57 Background: FOLFOXIRI plus bevacizumab (BEV) is regarded as the standard of care for selected patients (pts) with metastatic colorectal cancer (mCRC), despite the high incidence of neutropenia and diarrhea. The AXEPT phase III study showed that the modified capecitabine (CAP) + irinotecan (IRI) + BEV (CAPIRI+BEV) [CAP 1600 mg/m2, IRI 200 mg/m2, and BEV 7.5 mg/kg q3wk] treatment was non-inferior to FOLFIRI+BEV, with a lower incidence of hematologic toxicity.
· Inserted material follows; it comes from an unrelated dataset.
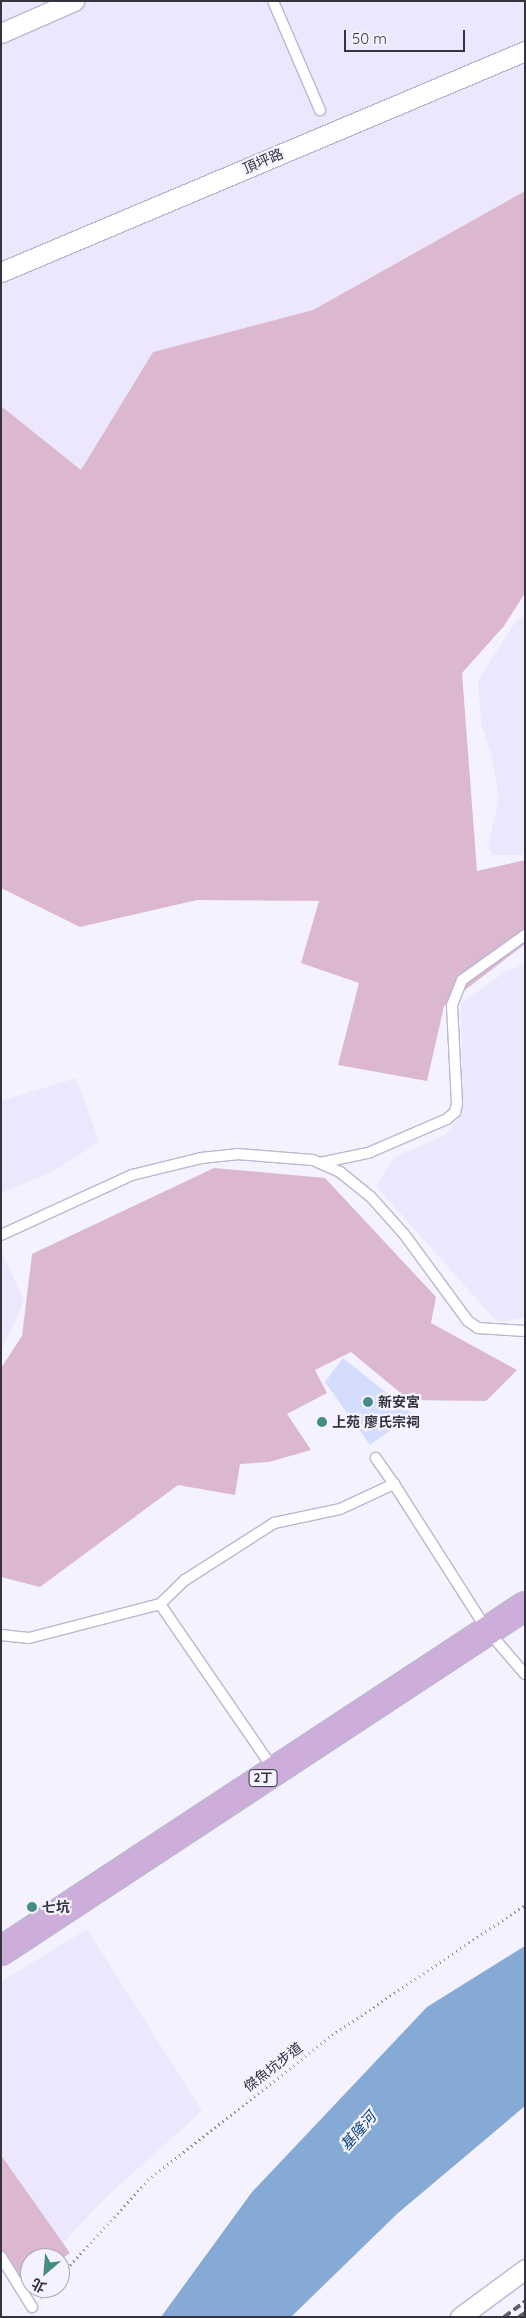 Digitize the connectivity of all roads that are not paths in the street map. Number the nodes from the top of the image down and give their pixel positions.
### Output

We hypothesized that the modified CAPIRI combined with oxaliplatin (OX) and BEV (CAPOXIRI+BEV) would be more feasible than FOLFOXIRI+BEV, without compromising efficacy. Methods: The QUATTRO-II study is an open-label, multicenter, randomized phase II study. In Step 1, the recommended doses (RD) of OX and IRI were investigated as a safety lead-in. In Step 2, pts are randomized to either the RD of CAPOXIRI+BEV or FOLFOXIRI+BEV. In Step 1, four dose levels of CAPOXIRI (fixed dose of CAP 1600 mg/m2 and BEV 7.5 mg/kg plus escalated or de-escalated doses of OX and IRI, q3wk) were investigated in a 3+3 manner. A dose level of ≤ 2/6 of dose-limiting toxicity (DLT) cases was expected as the RD. Results: A total of 9 pts (3 at Level 0, 6 at Level 1) were included in Step 1. The baseline characteristics were as follows: the median age was 62 years; 6 were male; 6 presented with a left-sided tumor; 8 had a performance status of 0; all wild type/ RAS mutant/ BRAF V600E mutant were 8/1/0; and UGT1A1 wild type/*6 single hetero/*28 single hetero were 7/0/2. In Level 0 (IRI 200 mg/m2, OX 100 mg/m2), one grade 4 neutropenia and one grade 3 anorexia were observed, but without DLT. In Level 1 (IRI 200 mg/m2, OX 130 mg/m2), two grade 4 neutropenia and one grade 3 colitis were observed, with 1 DLT (febrile neutropenia) case, fully recovered without G-CSF administration. No treatment-related deaths were observed. Although dose modifications were needed in 4 of the 6 pts, no further safety concerns related to treatment continuity were observed in the 2nd or subsequent cycles. Thus, we determined that the dose administered in Level 1 is the RD for Step 2. According to the preliminary efficacy results at 8 weeks after initiating study treatment, 6 pts achieved a partial response (2 in Level 0 and 4 in Level 1). Conclusions: The RD of CAPOXIRI+BEV was 200 mg/m2 IRI, 130 mg/m2 OX, 1600 mg/m2 CAP, and 7.5mg/kg BEV. The randomized phase II Step (Step 2) of QUATTRO-II is ongoing. Clinical trial information: NCT04097444.